## The task
Lines with "Plain": pull these out of the listing below.

** Supplied data follows **

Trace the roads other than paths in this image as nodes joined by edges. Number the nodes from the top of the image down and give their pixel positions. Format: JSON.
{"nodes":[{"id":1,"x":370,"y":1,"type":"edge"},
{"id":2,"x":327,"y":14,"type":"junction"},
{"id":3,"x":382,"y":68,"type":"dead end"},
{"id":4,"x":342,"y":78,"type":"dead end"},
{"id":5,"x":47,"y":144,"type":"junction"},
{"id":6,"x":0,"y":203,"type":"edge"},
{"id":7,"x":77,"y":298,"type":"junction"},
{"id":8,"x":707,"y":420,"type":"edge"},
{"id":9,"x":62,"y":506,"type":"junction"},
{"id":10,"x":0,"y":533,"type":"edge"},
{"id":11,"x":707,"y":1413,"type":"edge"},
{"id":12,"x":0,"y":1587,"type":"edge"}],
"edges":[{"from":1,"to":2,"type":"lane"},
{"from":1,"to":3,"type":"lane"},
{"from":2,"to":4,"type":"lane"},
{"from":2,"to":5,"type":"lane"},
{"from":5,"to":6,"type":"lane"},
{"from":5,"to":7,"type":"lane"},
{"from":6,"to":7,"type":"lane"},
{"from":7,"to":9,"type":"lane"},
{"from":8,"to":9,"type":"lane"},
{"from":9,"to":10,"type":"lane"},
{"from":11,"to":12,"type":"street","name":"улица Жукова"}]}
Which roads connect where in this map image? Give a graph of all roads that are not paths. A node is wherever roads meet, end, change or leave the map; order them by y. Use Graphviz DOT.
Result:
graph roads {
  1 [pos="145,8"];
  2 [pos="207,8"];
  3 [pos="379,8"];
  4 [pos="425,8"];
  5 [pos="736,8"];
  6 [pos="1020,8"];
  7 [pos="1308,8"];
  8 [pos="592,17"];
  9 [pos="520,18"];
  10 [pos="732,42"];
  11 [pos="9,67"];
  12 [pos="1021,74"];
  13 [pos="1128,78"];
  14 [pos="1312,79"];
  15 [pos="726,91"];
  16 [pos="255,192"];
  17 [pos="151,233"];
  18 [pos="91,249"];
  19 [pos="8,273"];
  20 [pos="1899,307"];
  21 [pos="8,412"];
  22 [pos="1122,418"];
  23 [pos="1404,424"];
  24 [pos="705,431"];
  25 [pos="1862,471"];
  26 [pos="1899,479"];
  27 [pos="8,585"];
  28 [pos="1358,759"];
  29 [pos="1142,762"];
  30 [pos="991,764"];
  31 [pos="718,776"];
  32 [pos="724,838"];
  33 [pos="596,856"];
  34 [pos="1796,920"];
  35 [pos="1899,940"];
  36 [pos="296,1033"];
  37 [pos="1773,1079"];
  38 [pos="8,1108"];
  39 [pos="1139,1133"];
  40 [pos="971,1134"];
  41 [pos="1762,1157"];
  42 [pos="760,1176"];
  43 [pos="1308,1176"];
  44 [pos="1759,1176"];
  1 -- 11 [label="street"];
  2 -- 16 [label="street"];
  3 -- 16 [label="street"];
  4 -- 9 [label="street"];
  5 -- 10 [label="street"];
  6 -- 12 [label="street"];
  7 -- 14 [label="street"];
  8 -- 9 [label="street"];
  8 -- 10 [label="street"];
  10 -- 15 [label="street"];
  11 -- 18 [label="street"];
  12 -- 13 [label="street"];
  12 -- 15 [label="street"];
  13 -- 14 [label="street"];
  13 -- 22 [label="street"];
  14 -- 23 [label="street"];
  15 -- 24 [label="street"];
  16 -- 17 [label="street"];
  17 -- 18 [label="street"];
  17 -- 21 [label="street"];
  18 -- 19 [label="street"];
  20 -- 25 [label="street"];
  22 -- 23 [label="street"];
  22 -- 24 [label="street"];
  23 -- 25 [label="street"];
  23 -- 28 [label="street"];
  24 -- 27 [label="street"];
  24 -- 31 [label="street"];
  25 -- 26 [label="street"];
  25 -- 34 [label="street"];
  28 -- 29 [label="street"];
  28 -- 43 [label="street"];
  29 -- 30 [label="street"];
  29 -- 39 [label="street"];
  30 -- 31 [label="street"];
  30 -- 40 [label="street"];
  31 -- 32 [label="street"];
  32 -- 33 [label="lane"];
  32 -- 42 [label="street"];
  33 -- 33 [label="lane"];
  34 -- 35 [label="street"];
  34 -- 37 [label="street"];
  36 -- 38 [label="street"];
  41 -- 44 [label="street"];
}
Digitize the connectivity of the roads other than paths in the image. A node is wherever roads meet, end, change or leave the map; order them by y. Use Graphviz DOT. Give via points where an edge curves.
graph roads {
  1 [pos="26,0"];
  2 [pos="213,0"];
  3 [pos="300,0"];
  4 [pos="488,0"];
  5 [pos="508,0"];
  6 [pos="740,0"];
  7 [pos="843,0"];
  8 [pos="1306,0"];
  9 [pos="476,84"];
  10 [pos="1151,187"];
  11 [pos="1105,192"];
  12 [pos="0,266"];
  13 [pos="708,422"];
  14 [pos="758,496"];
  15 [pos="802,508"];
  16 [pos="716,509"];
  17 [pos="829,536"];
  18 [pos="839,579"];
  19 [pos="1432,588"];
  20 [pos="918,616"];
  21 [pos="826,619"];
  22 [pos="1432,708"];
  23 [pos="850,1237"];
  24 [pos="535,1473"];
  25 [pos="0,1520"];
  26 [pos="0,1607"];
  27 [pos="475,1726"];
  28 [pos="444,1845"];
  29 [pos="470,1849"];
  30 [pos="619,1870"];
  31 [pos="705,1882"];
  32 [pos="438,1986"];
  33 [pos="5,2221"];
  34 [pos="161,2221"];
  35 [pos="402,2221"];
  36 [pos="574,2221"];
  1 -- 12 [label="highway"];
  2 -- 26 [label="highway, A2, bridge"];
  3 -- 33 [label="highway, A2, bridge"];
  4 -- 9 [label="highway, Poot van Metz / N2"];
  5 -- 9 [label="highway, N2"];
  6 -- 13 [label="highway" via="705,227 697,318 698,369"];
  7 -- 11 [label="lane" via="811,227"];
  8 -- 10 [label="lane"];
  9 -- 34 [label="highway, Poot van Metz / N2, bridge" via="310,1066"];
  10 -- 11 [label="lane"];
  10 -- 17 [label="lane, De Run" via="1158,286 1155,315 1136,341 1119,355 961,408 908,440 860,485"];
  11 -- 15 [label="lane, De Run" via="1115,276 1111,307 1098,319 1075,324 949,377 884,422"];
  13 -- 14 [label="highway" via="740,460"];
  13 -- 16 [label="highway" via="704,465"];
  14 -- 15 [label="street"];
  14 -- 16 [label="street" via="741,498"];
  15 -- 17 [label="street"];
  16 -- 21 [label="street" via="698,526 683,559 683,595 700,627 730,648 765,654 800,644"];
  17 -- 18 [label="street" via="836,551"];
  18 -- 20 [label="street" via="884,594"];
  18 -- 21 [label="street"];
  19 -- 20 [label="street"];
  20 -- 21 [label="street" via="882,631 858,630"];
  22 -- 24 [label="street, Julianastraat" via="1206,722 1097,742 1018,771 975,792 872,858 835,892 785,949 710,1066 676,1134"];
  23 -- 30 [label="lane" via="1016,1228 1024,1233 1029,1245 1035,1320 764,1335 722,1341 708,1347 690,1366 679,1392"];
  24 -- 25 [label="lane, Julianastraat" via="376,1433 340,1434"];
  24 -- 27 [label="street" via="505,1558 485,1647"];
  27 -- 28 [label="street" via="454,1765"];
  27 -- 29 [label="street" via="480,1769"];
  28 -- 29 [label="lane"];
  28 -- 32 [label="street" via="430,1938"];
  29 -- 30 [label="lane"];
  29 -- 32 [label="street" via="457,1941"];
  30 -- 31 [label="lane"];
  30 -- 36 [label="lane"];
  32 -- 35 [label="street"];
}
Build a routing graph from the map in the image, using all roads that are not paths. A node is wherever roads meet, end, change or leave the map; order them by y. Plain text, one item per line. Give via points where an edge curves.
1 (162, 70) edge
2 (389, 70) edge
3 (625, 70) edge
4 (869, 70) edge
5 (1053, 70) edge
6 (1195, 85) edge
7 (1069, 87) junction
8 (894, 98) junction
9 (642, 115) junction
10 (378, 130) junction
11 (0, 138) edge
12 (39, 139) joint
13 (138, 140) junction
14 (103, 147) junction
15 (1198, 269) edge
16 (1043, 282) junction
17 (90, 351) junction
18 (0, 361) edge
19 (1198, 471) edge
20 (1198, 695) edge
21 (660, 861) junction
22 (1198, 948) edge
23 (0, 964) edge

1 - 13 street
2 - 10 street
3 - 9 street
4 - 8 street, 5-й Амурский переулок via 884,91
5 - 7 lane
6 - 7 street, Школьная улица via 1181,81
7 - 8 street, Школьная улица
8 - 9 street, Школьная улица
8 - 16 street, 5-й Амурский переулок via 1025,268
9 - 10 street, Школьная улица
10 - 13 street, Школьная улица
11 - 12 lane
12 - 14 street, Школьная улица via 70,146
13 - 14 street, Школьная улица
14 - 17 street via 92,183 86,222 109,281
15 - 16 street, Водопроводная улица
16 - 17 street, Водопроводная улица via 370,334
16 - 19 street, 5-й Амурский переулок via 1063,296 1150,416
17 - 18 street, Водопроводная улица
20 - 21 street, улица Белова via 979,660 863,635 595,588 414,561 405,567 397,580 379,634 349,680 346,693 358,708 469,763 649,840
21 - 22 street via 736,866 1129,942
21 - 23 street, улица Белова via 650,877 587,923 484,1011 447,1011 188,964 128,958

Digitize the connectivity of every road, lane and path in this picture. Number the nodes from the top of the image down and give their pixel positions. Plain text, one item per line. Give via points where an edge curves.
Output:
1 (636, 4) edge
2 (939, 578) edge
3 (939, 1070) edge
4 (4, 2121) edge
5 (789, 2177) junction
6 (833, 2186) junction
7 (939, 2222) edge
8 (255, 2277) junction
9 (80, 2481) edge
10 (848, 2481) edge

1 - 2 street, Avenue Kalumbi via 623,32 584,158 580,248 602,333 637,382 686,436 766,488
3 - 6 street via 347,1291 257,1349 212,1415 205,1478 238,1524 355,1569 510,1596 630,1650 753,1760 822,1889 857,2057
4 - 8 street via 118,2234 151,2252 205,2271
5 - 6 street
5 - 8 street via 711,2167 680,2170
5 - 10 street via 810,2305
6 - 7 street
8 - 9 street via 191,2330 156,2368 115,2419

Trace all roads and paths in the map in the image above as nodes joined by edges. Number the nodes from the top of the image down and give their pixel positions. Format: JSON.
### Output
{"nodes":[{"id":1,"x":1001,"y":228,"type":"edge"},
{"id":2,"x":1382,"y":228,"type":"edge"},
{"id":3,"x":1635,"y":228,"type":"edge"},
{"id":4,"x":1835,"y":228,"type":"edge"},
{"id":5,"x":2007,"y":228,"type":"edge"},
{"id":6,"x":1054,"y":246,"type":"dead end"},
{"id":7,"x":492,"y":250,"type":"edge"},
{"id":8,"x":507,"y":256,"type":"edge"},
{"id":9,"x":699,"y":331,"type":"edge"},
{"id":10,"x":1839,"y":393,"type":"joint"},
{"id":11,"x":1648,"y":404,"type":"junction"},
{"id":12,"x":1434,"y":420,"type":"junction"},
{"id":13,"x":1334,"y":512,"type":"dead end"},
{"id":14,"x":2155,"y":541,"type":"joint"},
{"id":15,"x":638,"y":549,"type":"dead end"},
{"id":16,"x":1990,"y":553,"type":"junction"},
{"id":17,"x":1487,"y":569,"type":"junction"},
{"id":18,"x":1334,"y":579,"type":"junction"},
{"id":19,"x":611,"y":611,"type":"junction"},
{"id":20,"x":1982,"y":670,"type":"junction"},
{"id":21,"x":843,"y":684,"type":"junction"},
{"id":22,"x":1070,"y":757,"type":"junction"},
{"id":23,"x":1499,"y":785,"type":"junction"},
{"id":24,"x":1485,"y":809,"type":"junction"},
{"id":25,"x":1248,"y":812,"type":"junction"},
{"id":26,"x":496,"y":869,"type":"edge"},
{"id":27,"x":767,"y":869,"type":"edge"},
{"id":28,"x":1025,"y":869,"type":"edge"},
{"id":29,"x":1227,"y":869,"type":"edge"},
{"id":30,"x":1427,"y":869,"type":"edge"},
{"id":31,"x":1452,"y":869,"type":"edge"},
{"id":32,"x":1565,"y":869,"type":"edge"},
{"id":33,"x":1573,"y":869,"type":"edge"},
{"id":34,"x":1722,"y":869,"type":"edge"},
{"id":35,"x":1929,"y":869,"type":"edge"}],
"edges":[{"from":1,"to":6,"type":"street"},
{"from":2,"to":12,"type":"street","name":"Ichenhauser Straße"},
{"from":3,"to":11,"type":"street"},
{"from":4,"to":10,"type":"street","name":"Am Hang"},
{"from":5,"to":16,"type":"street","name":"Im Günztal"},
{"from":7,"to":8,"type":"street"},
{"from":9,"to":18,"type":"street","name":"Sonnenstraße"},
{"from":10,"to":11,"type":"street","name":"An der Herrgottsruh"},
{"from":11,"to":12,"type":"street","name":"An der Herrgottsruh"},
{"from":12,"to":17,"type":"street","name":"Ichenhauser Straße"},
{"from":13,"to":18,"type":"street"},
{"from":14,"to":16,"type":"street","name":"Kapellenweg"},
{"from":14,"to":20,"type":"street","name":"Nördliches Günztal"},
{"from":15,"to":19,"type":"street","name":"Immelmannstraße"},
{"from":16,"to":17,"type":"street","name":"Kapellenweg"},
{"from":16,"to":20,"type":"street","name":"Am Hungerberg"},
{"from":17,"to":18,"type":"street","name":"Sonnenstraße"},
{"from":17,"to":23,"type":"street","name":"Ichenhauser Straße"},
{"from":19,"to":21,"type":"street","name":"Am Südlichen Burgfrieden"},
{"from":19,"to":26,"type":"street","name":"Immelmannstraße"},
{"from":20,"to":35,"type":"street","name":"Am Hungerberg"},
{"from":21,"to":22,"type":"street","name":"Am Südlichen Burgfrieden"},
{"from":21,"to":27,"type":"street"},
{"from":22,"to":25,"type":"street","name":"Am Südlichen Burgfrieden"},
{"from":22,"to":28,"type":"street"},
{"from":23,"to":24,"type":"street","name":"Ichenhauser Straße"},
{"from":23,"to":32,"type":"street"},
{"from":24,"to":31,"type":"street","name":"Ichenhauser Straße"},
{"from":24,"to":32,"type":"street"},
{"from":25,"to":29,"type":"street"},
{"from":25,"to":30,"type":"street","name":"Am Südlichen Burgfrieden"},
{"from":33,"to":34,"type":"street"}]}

** End of Supplied data **

## Result of the task
Build a routing graph from the map in the image, using all roads that are not paths. A node is wherever roads meet, end, change or leave the map; order them by y. Plain text, one item per line. Give via points where an edge curves.
Digitize the connectivity of every road, lane and path in this picture. Number the nodes from the top of the image down and give their pixel positions. Plain text, one item per line. Give via points where an edge curves.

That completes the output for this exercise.